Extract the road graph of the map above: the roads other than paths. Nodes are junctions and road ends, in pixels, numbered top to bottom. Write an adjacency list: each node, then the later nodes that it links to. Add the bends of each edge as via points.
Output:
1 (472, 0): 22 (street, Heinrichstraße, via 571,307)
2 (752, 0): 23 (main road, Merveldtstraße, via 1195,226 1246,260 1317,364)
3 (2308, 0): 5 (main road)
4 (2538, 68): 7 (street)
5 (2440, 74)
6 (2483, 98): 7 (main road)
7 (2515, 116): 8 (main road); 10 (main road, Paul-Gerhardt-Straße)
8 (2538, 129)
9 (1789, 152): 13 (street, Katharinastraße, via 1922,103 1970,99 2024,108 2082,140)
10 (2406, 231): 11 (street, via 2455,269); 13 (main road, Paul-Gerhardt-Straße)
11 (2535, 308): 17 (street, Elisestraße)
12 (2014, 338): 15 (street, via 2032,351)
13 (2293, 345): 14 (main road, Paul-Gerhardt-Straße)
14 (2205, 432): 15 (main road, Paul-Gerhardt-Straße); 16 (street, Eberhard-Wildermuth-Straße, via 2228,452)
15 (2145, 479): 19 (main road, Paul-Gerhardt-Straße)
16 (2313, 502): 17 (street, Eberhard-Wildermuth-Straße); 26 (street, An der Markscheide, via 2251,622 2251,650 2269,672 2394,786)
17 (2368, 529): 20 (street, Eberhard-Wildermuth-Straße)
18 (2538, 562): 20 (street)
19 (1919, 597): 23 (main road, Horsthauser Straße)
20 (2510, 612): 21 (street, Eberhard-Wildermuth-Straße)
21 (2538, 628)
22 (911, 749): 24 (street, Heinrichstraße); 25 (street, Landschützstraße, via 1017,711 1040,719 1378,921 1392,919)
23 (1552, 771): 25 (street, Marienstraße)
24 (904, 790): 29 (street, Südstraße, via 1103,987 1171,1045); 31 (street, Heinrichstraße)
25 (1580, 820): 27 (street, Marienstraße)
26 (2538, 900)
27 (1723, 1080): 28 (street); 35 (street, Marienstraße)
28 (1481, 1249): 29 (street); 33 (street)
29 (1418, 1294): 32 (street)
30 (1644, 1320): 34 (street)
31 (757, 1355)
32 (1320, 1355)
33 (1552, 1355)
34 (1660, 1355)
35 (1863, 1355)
┄┄┄┄┄┄┄┄┄┄┄┄┄┄┄┄┄┄┄┄
The task
From the records above, pull out every line containing the word "Heinrichstraße".

Response to this task
1 (472, 0): 22 (street, Heinrichstraße, via 571,307)
22 (911, 749): 24 (street, Heinrichstraße); 25 (street, Landschützstraße, via 1017,711 1040,719 1378,921 1392,919)
24 (904, 790): 29 (street, Südstraße, via 1103,987 1171,1045); 31 (street, Heinrichstraße)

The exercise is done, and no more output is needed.